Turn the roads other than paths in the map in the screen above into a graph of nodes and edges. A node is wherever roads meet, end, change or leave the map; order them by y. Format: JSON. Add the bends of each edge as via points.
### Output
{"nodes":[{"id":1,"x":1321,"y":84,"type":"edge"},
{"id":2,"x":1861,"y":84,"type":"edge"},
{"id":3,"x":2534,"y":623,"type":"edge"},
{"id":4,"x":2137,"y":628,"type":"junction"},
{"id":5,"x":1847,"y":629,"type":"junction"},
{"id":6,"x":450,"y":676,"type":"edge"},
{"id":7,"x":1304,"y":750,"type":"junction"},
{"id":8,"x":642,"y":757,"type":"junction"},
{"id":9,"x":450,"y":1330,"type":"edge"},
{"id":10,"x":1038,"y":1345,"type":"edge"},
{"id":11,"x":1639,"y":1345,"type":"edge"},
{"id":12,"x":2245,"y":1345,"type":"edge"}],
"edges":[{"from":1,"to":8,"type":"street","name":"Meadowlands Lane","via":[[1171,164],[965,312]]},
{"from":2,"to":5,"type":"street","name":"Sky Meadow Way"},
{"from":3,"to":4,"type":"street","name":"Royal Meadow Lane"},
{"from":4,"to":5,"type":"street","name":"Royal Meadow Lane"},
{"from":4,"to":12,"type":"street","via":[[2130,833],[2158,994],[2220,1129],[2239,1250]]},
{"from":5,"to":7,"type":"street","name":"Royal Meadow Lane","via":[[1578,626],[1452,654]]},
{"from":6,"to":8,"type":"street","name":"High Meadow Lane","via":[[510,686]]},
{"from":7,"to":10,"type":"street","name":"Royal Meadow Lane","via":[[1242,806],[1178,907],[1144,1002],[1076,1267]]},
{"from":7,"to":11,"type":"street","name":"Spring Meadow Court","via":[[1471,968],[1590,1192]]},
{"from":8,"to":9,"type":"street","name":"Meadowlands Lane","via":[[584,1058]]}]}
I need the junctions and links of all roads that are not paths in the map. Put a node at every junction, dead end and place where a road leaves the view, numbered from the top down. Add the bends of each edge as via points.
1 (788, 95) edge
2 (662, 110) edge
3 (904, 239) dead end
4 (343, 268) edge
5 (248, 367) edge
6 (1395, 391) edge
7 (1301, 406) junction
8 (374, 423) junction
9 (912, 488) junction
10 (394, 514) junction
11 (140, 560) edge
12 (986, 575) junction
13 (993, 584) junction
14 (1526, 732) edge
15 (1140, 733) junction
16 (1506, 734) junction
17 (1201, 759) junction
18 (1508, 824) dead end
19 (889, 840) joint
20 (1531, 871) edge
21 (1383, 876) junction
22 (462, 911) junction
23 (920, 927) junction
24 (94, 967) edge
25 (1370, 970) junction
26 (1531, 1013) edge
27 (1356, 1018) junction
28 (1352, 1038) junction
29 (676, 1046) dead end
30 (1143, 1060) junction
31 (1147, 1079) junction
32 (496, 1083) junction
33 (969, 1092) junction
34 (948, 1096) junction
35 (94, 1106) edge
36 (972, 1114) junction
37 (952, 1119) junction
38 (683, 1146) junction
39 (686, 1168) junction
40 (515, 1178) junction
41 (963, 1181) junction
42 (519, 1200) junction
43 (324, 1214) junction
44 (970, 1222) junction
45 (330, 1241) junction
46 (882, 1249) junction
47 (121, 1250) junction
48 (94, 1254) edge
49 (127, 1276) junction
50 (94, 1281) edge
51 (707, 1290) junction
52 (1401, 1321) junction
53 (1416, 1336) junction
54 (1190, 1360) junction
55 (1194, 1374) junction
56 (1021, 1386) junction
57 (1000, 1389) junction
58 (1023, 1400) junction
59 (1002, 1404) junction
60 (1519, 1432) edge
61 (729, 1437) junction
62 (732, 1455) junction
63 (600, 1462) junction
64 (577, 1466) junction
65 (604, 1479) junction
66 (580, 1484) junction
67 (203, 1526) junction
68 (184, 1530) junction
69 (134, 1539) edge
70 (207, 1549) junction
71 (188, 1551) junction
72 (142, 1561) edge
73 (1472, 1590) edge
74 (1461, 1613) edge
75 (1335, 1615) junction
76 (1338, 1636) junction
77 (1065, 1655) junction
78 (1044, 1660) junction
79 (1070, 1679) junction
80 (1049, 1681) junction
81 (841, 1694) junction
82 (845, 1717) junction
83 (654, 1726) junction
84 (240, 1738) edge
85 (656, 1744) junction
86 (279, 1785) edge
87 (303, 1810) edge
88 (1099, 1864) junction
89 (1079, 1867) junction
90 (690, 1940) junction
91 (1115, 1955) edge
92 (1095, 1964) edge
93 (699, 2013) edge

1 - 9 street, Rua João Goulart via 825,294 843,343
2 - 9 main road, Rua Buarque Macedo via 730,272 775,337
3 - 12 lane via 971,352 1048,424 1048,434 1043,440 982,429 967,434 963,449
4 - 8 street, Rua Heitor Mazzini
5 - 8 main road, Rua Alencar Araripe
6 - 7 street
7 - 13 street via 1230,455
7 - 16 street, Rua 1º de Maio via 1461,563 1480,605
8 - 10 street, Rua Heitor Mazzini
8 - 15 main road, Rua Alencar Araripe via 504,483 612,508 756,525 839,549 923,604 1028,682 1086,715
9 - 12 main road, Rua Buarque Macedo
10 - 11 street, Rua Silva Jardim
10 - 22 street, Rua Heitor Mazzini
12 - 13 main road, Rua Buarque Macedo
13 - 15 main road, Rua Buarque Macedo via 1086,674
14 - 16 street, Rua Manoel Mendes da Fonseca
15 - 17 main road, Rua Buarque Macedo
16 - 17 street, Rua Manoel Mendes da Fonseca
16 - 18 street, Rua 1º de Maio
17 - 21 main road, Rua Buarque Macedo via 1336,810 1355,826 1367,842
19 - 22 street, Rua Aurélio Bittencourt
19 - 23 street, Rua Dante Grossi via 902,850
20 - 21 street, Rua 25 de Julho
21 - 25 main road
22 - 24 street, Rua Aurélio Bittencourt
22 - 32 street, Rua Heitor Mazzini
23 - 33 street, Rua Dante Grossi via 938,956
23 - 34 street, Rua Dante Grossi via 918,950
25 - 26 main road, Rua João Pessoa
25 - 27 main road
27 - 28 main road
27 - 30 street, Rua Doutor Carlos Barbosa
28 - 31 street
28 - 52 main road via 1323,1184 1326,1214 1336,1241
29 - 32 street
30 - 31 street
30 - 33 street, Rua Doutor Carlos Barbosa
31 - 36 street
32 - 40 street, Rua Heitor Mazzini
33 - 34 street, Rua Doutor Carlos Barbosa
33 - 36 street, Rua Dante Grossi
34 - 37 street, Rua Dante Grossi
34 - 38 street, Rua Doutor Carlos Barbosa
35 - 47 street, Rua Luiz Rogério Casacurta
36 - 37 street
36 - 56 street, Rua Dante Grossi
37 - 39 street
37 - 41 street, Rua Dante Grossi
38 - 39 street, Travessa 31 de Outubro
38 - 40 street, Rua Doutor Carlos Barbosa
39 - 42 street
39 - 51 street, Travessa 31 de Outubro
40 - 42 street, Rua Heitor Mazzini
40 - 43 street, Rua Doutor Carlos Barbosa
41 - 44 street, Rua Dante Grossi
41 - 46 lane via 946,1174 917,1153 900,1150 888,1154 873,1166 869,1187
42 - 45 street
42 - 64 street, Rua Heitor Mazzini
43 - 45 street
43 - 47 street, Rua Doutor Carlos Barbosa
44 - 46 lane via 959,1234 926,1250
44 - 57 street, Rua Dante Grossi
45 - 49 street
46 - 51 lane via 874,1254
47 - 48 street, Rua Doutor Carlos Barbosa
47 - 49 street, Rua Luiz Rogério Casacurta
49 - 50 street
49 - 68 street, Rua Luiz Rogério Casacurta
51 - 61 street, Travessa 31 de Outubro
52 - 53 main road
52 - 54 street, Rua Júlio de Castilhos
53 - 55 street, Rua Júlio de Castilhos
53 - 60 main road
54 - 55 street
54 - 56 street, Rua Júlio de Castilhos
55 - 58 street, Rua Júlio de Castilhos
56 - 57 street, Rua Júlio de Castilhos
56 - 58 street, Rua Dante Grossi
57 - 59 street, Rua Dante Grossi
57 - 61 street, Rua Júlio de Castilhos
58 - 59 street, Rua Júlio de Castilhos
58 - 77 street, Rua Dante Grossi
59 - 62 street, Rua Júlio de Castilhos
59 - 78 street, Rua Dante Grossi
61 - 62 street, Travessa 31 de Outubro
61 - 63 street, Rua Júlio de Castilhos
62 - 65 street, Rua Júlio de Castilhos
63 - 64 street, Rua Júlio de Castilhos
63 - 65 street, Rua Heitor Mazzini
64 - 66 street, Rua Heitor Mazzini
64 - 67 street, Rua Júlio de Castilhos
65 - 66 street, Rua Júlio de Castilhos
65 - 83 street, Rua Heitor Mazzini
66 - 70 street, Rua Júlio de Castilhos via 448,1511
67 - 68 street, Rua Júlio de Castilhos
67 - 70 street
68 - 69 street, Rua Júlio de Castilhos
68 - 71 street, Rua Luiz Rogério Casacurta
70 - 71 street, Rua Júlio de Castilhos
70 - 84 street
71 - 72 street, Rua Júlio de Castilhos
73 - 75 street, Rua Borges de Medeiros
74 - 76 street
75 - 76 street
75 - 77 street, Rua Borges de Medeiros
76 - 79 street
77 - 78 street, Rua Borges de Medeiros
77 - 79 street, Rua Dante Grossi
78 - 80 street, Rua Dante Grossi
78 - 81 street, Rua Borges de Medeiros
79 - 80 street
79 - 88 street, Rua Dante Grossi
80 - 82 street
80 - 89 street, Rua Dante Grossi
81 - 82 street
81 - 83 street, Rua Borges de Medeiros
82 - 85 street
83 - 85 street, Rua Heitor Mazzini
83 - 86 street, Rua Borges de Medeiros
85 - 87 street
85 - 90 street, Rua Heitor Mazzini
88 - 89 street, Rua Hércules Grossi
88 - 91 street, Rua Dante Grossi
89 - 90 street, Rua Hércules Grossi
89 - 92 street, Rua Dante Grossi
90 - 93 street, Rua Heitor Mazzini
== == ==
• WHAT IS REQUIRED: If a line in the records above contains "Borges", copy that line.

• ANSWER SPACE:
73 - 75 street, Rua Borges de Medeiros
75 - 77 street, Rua Borges de Medeiros
77 - 78 street, Rua Borges de Medeiros
78 - 81 street, Rua Borges de Medeiros
81 - 83 street, Rua Borges de Medeiros
83 - 86 street, Rua Borges de Medeiros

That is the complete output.